WORK ITEM. Copy out the listing beneath, missing nothing.

RECORDS SHOWN.

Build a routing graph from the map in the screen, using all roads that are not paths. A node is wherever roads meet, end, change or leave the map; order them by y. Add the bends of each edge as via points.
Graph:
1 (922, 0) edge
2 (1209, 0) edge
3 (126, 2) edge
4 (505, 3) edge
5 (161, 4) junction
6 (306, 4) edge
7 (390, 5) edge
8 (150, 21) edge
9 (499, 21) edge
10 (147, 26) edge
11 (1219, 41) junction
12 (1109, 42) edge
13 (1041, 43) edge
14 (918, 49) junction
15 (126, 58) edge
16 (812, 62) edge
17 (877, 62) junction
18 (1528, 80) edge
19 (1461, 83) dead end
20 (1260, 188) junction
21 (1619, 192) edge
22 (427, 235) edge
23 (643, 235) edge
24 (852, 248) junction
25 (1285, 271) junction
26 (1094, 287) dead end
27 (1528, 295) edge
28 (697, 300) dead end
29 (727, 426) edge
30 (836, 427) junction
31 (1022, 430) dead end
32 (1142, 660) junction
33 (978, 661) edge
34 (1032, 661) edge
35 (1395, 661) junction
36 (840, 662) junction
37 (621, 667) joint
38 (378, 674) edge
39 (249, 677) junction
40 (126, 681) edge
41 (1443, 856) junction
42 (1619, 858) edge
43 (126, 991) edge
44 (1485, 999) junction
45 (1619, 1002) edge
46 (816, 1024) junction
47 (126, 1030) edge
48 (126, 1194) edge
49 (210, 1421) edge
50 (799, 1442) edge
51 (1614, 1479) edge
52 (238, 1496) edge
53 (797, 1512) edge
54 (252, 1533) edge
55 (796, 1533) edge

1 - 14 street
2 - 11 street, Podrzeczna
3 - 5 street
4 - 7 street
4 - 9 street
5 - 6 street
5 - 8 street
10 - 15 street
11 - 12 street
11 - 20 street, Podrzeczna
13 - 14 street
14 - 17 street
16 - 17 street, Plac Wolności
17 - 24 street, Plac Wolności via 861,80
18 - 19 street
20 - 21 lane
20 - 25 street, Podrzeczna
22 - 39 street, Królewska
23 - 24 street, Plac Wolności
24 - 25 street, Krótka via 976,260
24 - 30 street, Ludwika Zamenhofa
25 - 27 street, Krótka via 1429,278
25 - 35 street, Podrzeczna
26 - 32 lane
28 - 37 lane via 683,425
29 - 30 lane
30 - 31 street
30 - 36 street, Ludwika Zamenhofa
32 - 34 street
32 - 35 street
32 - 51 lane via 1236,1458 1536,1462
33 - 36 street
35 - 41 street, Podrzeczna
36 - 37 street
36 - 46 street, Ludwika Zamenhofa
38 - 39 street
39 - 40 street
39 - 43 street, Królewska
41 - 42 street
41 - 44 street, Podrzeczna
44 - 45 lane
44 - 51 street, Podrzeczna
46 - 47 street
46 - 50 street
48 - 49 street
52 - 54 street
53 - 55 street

WRITTEN REPLY.
Build a routing graph from the map in the screen, using all roads that are not paths. A node is wherever roads meet, end, change or leave the map; order them by y. Add the bends of each edge as via points.
Graph:
1 (922, 0) edge
2 (1209, 0) edge
3 (126, 2) edge
4 (505, 3) edge
5 (161, 4) junction
6 (306, 4) edge
7 (390, 5) edge
8 (150, 21) edge
9 (499, 21) edge
10 (147, 26) edge
11 (1219, 41) junction
12 (1109, 42) edge
13 (1041, 43) edge
14 (918, 49) junction
15 (126, 58) edge
16 (812, 62) edge
17 (877, 62) junction
18 (1528, 80) edge
19 (1461, 83) dead end
20 (1260, 188) junction
21 (1619, 192) edge
22 (427, 235) edge
23 (643, 235) edge
24 (852, 248) junction
25 (1285, 271) junction
26 (1094, 287) dead end
27 (1528, 295) edge
28 (697, 300) dead end
29 (727, 426) edge
30 (836, 427) junction
31 (1022, 430) dead end
32 (1142, 660) junction
33 (978, 661) edge
34 (1032, 661) edge
35 (1395, 661) junction
36 (840, 662) junction
37 (621, 667) joint
38 (378, 674) edge
39 (249, 677) junction
40 (126, 681) edge
41 (1443, 856) junction
42 (1619, 858) edge
43 (126, 991) edge
44 (1485, 999) junction
45 (1619, 1002) edge
46 (816, 1024) junction
47 (126, 1030) edge
48 (126, 1194) edge
49 (210, 1421) edge
50 (799, 1442) edge
51 (1614, 1479) edge
52 (238, 1496) edge
53 (797, 1512) edge
54 (252, 1533) edge
55 (796, 1533) edge

1 - 14 street
2 - 11 street, Podrzeczna
3 - 5 street
4 - 7 street
4 - 9 street
5 - 6 street
5 - 8 street
10 - 15 street
11 - 12 street
11 - 20 street, Podrzeczna
13 - 14 street
14 - 17 street
16 - 17 street, Plac Wolności
17 - 24 street, Plac Wolności via 861,80
18 - 19 street
20 - 21 lane
20 - 25 street, Podrzeczna
22 - 39 street, Królewska
23 - 24 street, Plac Wolności
24 - 25 street, Krótka via 976,260
24 - 30 street, Ludwika Zamenhofa
25 - 27 street, Krótka via 1429,278
25 - 35 street, Podrzeczna
26 - 32 lane
28 - 37 lane via 683,425
29 - 30 lane
30 - 31 street
30 - 36 street, Ludwika Zamenhofa
32 - 34 street
32 - 35 street
32 - 51 lane via 1236,1458 1536,1462
33 - 36 street
35 - 41 street, Podrzeczna
36 - 37 street
36 - 46 street, Ludwika Zamenhofa
38 - 39 street
39 - 40 street
39 - 43 street, Królewska
41 - 42 street
41 - 44 street, Podrzeczna
44 - 45 lane
44 - 51 street, Podrzeczna
46 - 47 street
46 - 50 street
48 - 49 street
52 - 54 street
53 - 55 street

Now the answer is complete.